We read with interest the article by Ishiguro et al. on a 59-year-old female who was diagnosed with anti-mitochondrial antibody (AMA)–associated myopathy complicated by cardiac involvement, manifesting as sick sinus syndrome and heart failure.1 The patient benefited from implantation of a pacemaker and steroids, so that the serum creatine kinase levels fell.1 The study is excellent but has limitations that are objectionable and should be discussed.
The major limitation of the study is that the index patient was not genetically tested. Because AMA can be a non-specific finding, according to a recent meta-analysis of 171 patients with idiopathic, inflammatory myopathy (IIM),2 it is crucial that primary (hereditary) myopathy, particularly mitochondrial myopathy, is adequately ruled out. To rule out hereditary myopathy, it is essential not only to carry out whole-exome sequencing (WES) or a panel investigation for myopathy and cardiomyopathy but also to take a detailed family history. We should therefore know if any of the first-degree relatives had cardiac disease or some other non-cardiac or non-muscle disorder. Even if the family history is negative for myopathy and cardiomyopathy, this does not rule out a genetic cause. First, the index patient could carry a sporadic mutation, and second, the disorder could have remained subclinical in phenotypically unaffected first-degree relatives. Because myopathy can be part of a multisystem disease, such as in myotonic dystrophy,3 it is essential to know if the index patient also had manifestations in organs other than the muscle or heart.

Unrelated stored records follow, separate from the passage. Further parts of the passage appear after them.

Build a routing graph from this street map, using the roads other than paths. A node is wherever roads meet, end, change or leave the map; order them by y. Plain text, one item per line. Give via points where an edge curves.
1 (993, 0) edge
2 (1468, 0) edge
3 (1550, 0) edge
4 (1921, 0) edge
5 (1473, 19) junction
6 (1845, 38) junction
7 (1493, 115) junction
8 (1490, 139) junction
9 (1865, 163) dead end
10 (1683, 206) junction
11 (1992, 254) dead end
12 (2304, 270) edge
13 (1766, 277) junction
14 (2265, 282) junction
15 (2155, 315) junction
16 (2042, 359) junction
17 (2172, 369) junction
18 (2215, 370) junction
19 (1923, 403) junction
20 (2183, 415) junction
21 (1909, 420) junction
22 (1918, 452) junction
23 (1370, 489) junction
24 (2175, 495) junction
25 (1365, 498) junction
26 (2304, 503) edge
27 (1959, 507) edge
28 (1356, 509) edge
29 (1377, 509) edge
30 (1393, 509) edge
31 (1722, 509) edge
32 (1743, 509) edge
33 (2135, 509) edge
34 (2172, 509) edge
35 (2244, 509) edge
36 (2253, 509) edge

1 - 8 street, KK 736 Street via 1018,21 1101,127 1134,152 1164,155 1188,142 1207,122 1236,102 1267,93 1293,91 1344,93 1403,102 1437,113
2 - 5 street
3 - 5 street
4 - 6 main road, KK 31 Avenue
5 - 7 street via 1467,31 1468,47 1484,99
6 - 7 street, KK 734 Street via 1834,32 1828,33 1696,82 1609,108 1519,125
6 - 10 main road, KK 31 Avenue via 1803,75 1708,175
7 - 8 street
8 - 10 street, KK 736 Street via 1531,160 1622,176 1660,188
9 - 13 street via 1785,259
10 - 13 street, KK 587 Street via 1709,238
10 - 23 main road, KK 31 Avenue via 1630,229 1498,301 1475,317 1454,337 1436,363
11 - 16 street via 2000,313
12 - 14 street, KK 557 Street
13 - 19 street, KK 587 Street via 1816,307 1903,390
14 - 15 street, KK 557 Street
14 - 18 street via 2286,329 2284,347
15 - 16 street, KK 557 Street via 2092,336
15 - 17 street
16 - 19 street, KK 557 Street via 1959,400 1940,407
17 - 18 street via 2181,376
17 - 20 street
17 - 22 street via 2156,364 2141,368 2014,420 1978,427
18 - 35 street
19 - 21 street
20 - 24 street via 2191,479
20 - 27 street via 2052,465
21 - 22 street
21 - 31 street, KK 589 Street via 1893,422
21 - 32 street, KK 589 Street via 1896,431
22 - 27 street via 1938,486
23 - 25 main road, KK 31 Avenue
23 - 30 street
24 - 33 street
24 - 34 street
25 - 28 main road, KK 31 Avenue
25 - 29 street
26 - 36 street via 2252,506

Another limitation of the study is that the pathogenicity of the AMA has not been documented and their role in the development of myopathy and cardiomyopathy has not been elucidated. AMAs were not detected in serum until years after the first finding of elevated creatine kinase 1 year after implantation of the pacemaker, and they were not documented in either muscle or endo-myocardial biopsy. Although the specificity of AMA for cardiac involvement was 92% in a recent meta-analysis2 and the I2 value for these analyses was >50%, it was concluded that, according to diagnostic odds ratio (DOR) analysis, the overall pooled accuracy was not high enough to draw definitive conclusions on the pathogenicity of AMA in IIM-related cardiomyopathy.2 Whether AMAs were already present in the index patient at initial presentation for arrhythmias remains speculative, as they were not determined. It is also not mentioned whether the index patient has been tested for myositis-specific antibodies (MSAs) or myositis auto-antibodies (MAAs) other than AMA, such as anti PL-7, anti-PL-12, SRP, TIF1-γ, anti-NXP2, anti-SAE, MDA5, ANA, HMGCR, or anti-Ro/SSA.
Interestingly, both echocardiography and cardiac magnetic resonance imaging (cMRI) were negative for suspected infiltrative or inflammatory cardiomyopathy. A fluor-deoxy-glucose–positron emission tomography (FDG-PET) was not performed at the initial presentation or when peripheral muscle symptoms occurred.1 The FDG-PET could have helped to detect cardiac inflammation at first presentation. In addition, neither endo-myocardial nor muscle biopsy was evaluated by immunehistochemistry, electron microscopy, or biochemistry, to determine whether any of the respiratory chain complexes were dysfunctional or whether beta-oxidation or another metabolic pathway was defective. However, cMRI showed positive late gadolinium enhancement (LGE) and a slightly decreased left ventricular ejection fraction (EF) at the onset of peripheral muscle dysfunction, which were not observed at first presentation for arrhythmia. Late gadolinium enhancement is often associated with scarring, myocardial fibrosis, or inflammation.4
In summary, the interesting study has limitations that call the results and their interpretation into question. Addressing these issues would strengthen the conclusions and could improve the status of the study. The pathogenicity of AMA remained unproven in the index case, which is why differential diagnoses such as arrhythmogenic right ventricular cardiomyopathy (ARVC), sarcoidosis, amyloidosis, left ventricular hypertrabeculation (LVHT), and mitochondrial disorder should be considered and adequately ruled out.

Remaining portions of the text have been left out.